Electronic copies of the prospectus supplements also are available on the website of the Securities and Exchange Commission at http://www.sec.gov.

Jarden Corporation is a leading provider of niche consumer products used in and around the home. Jarden operates in three primary business segments through a number of well recognized brands, including: Branded Consumables: Ball®, Bee®, Bicycle®, Crawford®, Diamond®, First Alert®, Forster®, Hoyle®, Kerr®, Lehigh®, Leslie-Locke®, Loew-Cornell® and Pine Mountain®; Consumer Solutions: Bionaire®, Crock-Pot®, FoodSaver®, Harmony®, Health o meter®, Holmes®, Mr. Coffee®, Oster®, Patton®, Rival®, Seal-a-Meal®, Sunbeam®, VillaWare® and White Mountain™; and Outdoor Solutions: Campingaz® and Coleman®. Headquartered in Rye, N.Y., Jarden has over 20,000 employees worldwide. For more information, please visit www.jarden.com.

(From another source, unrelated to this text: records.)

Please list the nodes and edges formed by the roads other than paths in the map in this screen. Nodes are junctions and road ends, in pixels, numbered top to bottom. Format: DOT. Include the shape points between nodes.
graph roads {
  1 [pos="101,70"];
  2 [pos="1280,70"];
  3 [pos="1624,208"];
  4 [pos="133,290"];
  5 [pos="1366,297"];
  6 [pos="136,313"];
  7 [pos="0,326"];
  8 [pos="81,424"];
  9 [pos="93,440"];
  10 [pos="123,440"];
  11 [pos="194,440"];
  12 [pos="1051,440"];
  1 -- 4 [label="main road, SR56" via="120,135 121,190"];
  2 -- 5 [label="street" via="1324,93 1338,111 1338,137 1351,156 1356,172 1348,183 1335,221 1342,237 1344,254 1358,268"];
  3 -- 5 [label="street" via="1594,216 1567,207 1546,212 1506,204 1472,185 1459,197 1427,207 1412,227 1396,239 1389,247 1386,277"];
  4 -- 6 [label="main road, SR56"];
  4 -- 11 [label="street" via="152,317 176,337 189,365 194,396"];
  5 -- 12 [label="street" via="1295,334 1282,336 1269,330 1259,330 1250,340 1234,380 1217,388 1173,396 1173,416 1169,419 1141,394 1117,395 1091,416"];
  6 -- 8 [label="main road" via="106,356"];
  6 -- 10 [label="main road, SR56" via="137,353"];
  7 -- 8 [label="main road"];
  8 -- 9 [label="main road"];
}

Note: This news release contains “forward-looking statements” within the meaning of the federal securities laws and is intended to qualify for the Safe Harbor from liability established by the Private Securities Litigation Reform Act of 1995, including statements regarding the outlook for Jarden’s markets and the demand for its products, estimated sales, segment earnings, earnings per share, cash flows from operations, future revenues and margin requirement and expansion, the success of new product introductions, growth in costs and expenses and the impact of acquisitions, divestitures, restructurings, securities offerings and other unusual items, including Jarden’s ability to integrate and obtain the anticipated results and synergies from its acquisitions. These projections and statements are based on management’s estimates and assumptions with respect to future events and financial performance and are believed to be reasonable, though are inherently uncertain and difficult to predict. Actual results could differ materially from those projected as a result of certain factors. A discussion of factors that could cause results to vary is included in the Company’s periodic and other reports filed with the Securities and Exchange Commission.